Hallé, Berglund, Bridgewater Hall, Manchester review - taking Beethoven seriously | reviews, news & interviews
Hallé, Berglund, Bridgewater Hall, Manchester review - taking Beethoven seriously
Hallé, Berglund, Bridgewater Hall, Manchester review - taking Beethoven seriously
A young conductor brings confidence and maturity to the fore
Tabita Berglund is that rare species, an up-and-coming orchestral conductor attracting enough attention to secure repeated international bookings in even these straitened times. She also happens to be female and young, which until relatively recently would have been seen as another major handicap to success.
Berglund is a more mature, but equally determined, professional now than she was then. She’s very capable of taking an orchestra with her in her ideas of how music should sound: she smiles encouragingly at the players a lot and makes constant eye contact. Her stick - when she uses it; in the concert I saw yesterday it was used very little, and though that may have been partly accidental it showed she could conduct Beethoven’s Seventh without one if she had to - seems to be kept mainly for determining tempo. She exudes confidence, and so does her music-making.

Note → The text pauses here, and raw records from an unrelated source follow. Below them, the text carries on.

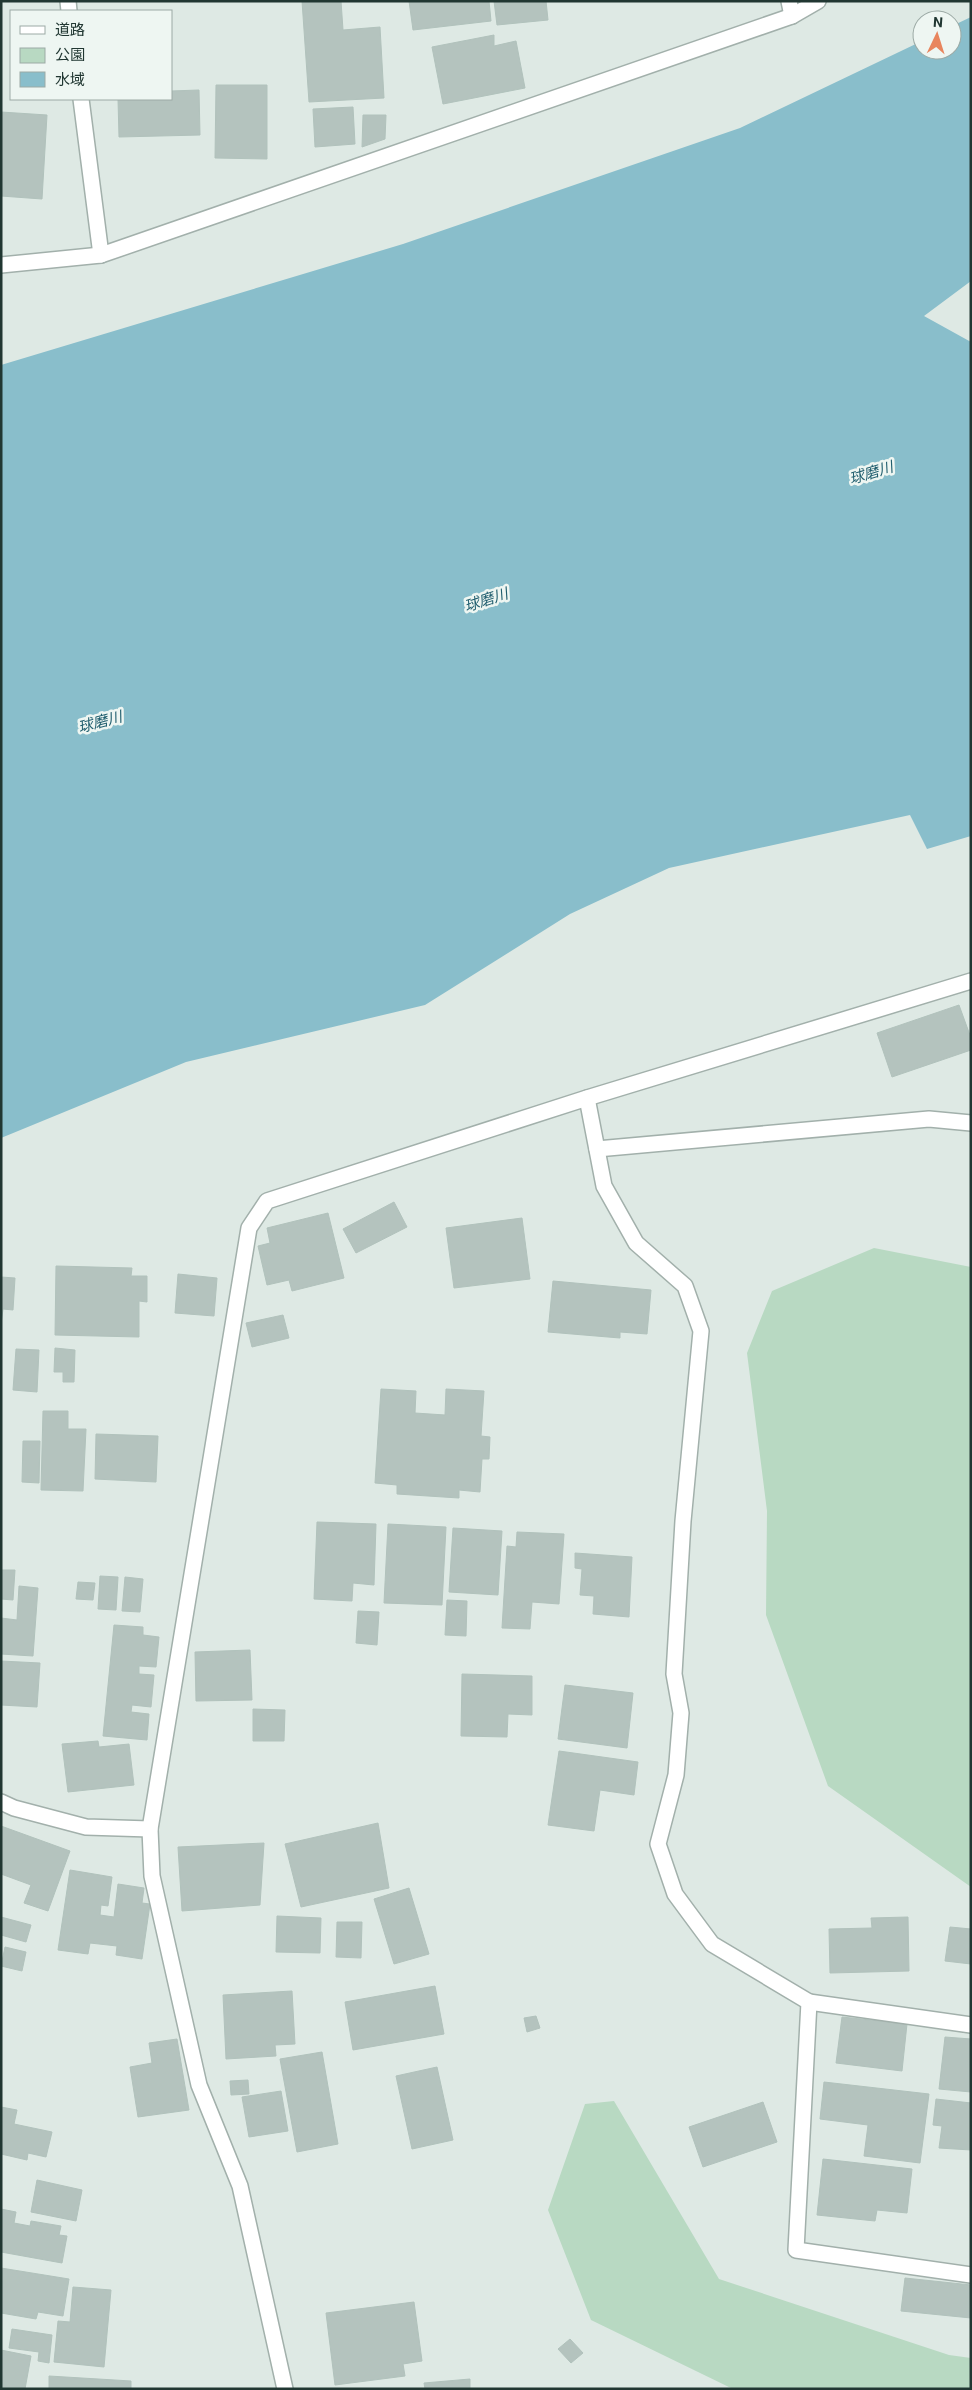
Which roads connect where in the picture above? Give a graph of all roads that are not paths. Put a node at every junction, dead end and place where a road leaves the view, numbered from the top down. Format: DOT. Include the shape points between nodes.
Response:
graph roads {
  1 [pos="818,1"];
  2 [pos="790,9"];
  3 [pos="81,100"];
  4 [pos="101,255"];
  5 [pos="1,265"];
  6 [pos="971,981"];
  7 [pos="587,1098"];
  8 [pos="971,1123"];
  9 [pos="597,1149"];
  10 [pos="1,1802"];
  11 [pos="150,1829"];
  12 [pos="809,2002"];
  13 [pos="971,2025"];
  14 [pos="971,2275"];
  15 [pos="285,2389"];
  1 -- 2 [label="street"];
  2 -- 4 [label="street"];
  3 -- 4 [label="street"];
  4 -- 5 [label="street"];
  6 -- 7 [label="street"];
  7 -- 9 [label="street"];
  7 -- 11 [label="street" via="267,1201 249,1228"];
  8 -- 9 [label="street" via="929,1119"];
  9 -- 12 [label="street" via="604,1186 636,1243 685,1286 701,1332 682,1521 674,1674 680,1713 676,1774 658,1844 675,1894 712,1944"];
  10 -- 11 [label="street" via="86,1828"];
  11 -- 15 [label="street" via="152,1876 199,2085 240,2186"];
  12 -- 13 [label="street"];
  12 -- 14 [label="street" via="796,2250"];
}
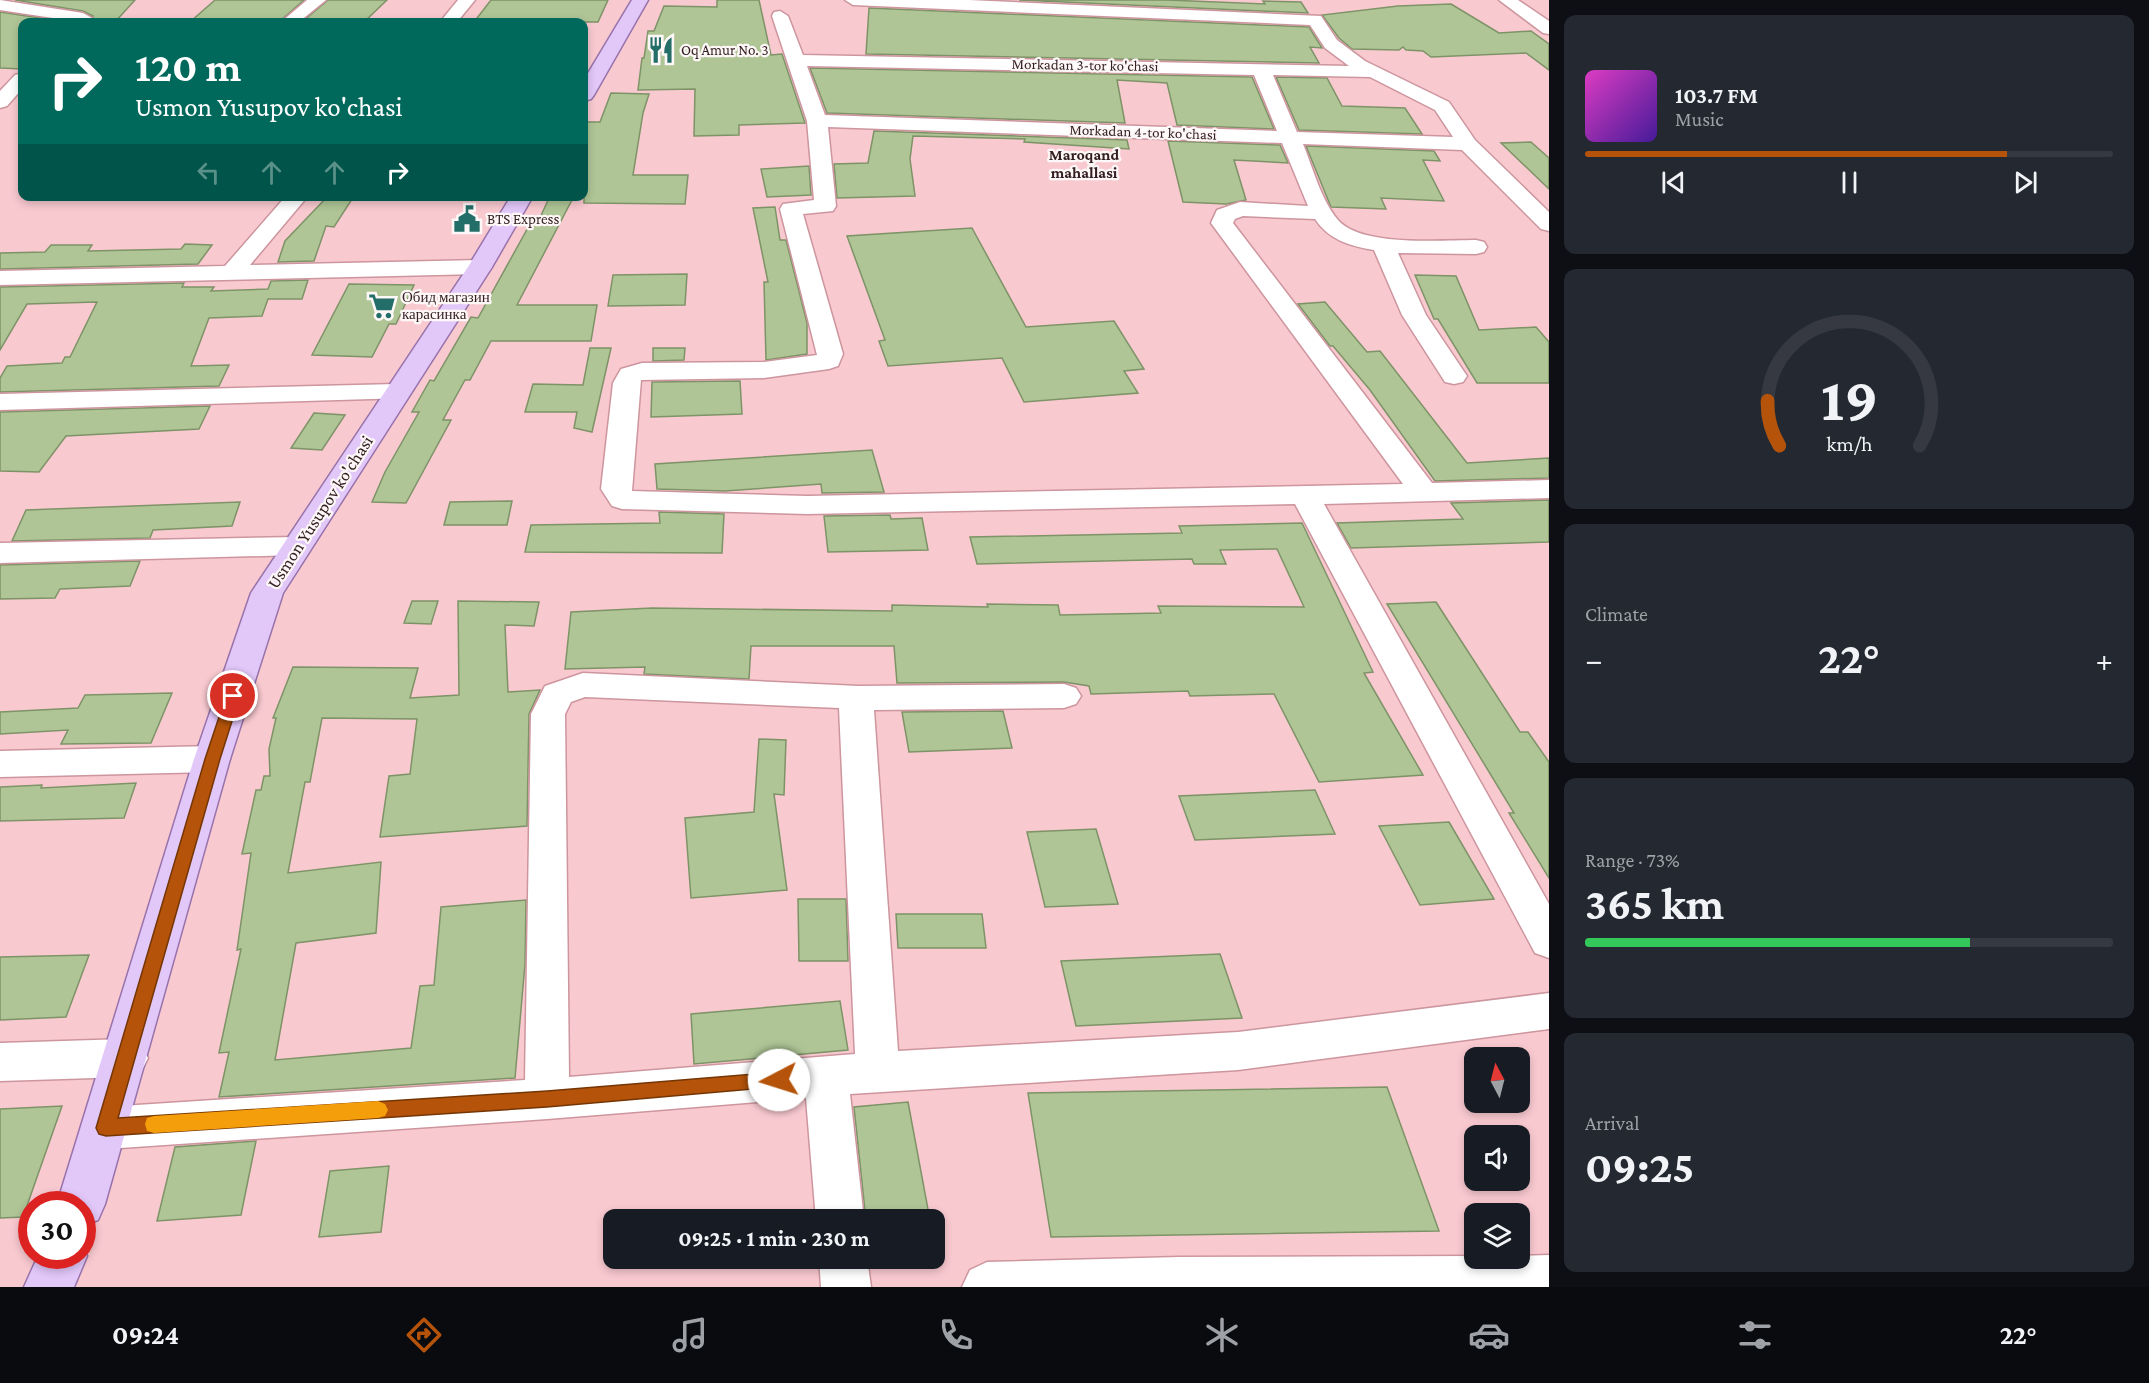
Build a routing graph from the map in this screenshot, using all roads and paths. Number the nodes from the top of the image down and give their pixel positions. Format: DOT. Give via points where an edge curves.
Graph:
graph roads {
  1 [pos="318,0"];
  2 [pos="467,0"];
  3 [pos="640,0"];
  4 [pos="852,0"];
  5 [pos="1508,0"];
  6 [pos="0,5"];
  7 [pos="1106,6"];
  8 [pos="1549,9"];
  9 [pos="1523,11"];
  10 [pos="84,16"];
  11 [pos="780,16"];
  12 [pos="1191,16"];
  13 [pos="295,18"];
  14 [pos="451,18"];
  15 [pos="1549,29"];
  16 [pos="796,60"];
  17 [pos="1205,68"];
  18 [pos="1261,70"];
  19 [pos="1374,72"];
  20 [pos="0,75"];
  21 [pos="18,77"];
  22 [pos="18,82"];
  23 [pos="588,88"];
  24 [pos="0,102"];
  25 [pos="817,121"];
  26 [pos="1290,137"];
  27 [pos="1468,144"];
  28 [pos="293,201"];
  29 [pos="519,201"];
  30 [pos="1322,213"];
  31 [pos="1549,224"];
  32 [pos="1382,243"];
  33 [pos="1476,248"];
  34 [pos="480,267"];
  35 [pos="231,273"];
  36 [pos="0,278"];
  37 [pos="1454,376"];
  38 [pos="397,392"];
  39 [pos="0,402"];
  40 [pos="1549,489"];
  41 [pos="1424,493"];
  42 [pos="1305,496"];
  43 [pos="297,546"];
  44 [pos="0,553"];
  45 [pos="1064,696"];
  46 [pos="856,698"];
  47 [pos="212,759"];
  48 [pos="0,764"];
  49 [pos="1549,941"];
  50 [pos="1549,1011"];
  51 [pos="126,1058"];
  52 [pos="0,1062"];
  53 [pos="878,1072"];
  54 [pos="826,1076"];
  55 [pos="547,1099"];
  56 [pos="106,1128"];
  57 [pos="85,1191"];
  58 [pos="839,1209"];
  59 [pos="57,1269"];
  60 [pos="844,1269"];
  61 [pos="1549,1280"];
  62 [pos="1179,1284"];
  63 [pos="49,1287"];
  64 [pos="846,1287"];
  65 [pos="987,1287"];
  1 -- 13 [label="street"];
  2 -- 14 [label="street"];
  3 -- 23 [label="main road"];
  4 -- 7 [label="street"];
  5 -- 9 [label="street"];
  6 -- 10 [label="street"];
  7 -- 12 [label="street"];
  8 -- 9 [label="street"];
  9 -- 15 [label="street"];
  11 -- 16 [label="street"];
  12 -- 17 [label="street"];
  12 -- 19 [label="street" via="1315,20 1331,44"];
  16 -- 17 [label="street, Morkadan 3-tor ko'chasi"];
  16 -- 25 [label="street"];
  17 -- 18 [label="street, Morkadan 3-tor ko'chasi"];
  18 -- 19 [label="street, Morkadan 3-tor ko'chasi"];
  18 -- 26 [label="street"];
  19 -- 27 [label="street" via="1442,106"];
  20 -- 21 [label="street"];
  22 -- 24 [label="street"];
  25 -- 26 [label="street, Morkadan 4-tor ko'chasi"];
  25 -- 42 [label="street" via="825,206 791,209 829,361 764,370 642,371 630,375 616,489 622,500 807,505"];
  26 -- 27 [label="street, Morkadan 4-tor ko'chasi"];
  26 -- 30 [label="street"];
  27 -- 31 [label="street"];
  28 -- 35 [label="street"];
  29 -- 34 [label="main road, Usmon Yusupov ko'chasi"];
  30 -- 32 [label="street" via="1336,230 1355,239"];
  30 -- 41 [label="street" via="1240,209 1225,215 1222,223"];
  32 -- 33 [label="street"];
  32 -- 37 [label="street" via="1414,315"];
  34 -- 35 [label="street"];
  34 -- 38 [label="main road, Usmon Yusupov ko'chasi"];
  35 -- 36 [label="street"];
  38 -- 39 [label="street"];
  38 -- 43 [label="main road, Usmon Yusupov ko'chasi"];
  40 -- 41 [label="street"];
  41 -- 42 [label="street"];
  42 -- 49 [label="street"];
  43 -- 44 [label="street"];
  43 -- 47 [label="main road, Usmon Yusupov ko'chasi" via="267,593"];
  45 -- 46 [label="street"];
  46 -- 53 [label="street"];
  46 -- 55 [label="street" via="583,685 557,694 548,714"];
  47 -- 48 [label="street"];
  47 -- 51 [label="main road, Usmon Yusupov ko'chasi"];
  50 -- 53 [label="street" via="1238,1051"];
  51 -- 52 [label="street"];
  51 -- 56 [label="main road, Usmon Yusupov ko'chasi"];
  53 -- 54 [label="street"];
  54 -- 55 [label="street"];
  54 -- 58 [label="street"];
  55 -- 56 [label="street"];
  56 -- 57 [label="main road, Usmon Yusupov ko'chasi"];
  59 -- 63 [label="main road"];
  60 -- 64 [label="street"];
  61 -- 62 [label="street"];
  62 -- 65 [label="street"];
}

At the same time she’s not assertive in the old-fashioned way, seeming almost self-deprecating in her podium manner. She told BBC Radio 3’s In Tune listeners this week that her becoming a conductor was “an accident”, but I think her powers of concentration and communication are such that it could hardly be as accidental as all that. The programme for the Hallé’s second “Summer Season” concert back in its proper home at the Bridgewater Hall began with Wagner’s Siegfried Idyll. Tranquillity was the watchword here, as befits music written to wake a loved one on Christmas morning, and the tempo was relaxed. If you’ve ever visited the Wagners’ marital home at Tribschen near Lucerne, you may have wondered how even so small an orchestra as was there for the first performance managed to line up on what is really a rather modest staircase and landing and play softly and sweetly that day in 1870 – but love lends enchantment to all memories.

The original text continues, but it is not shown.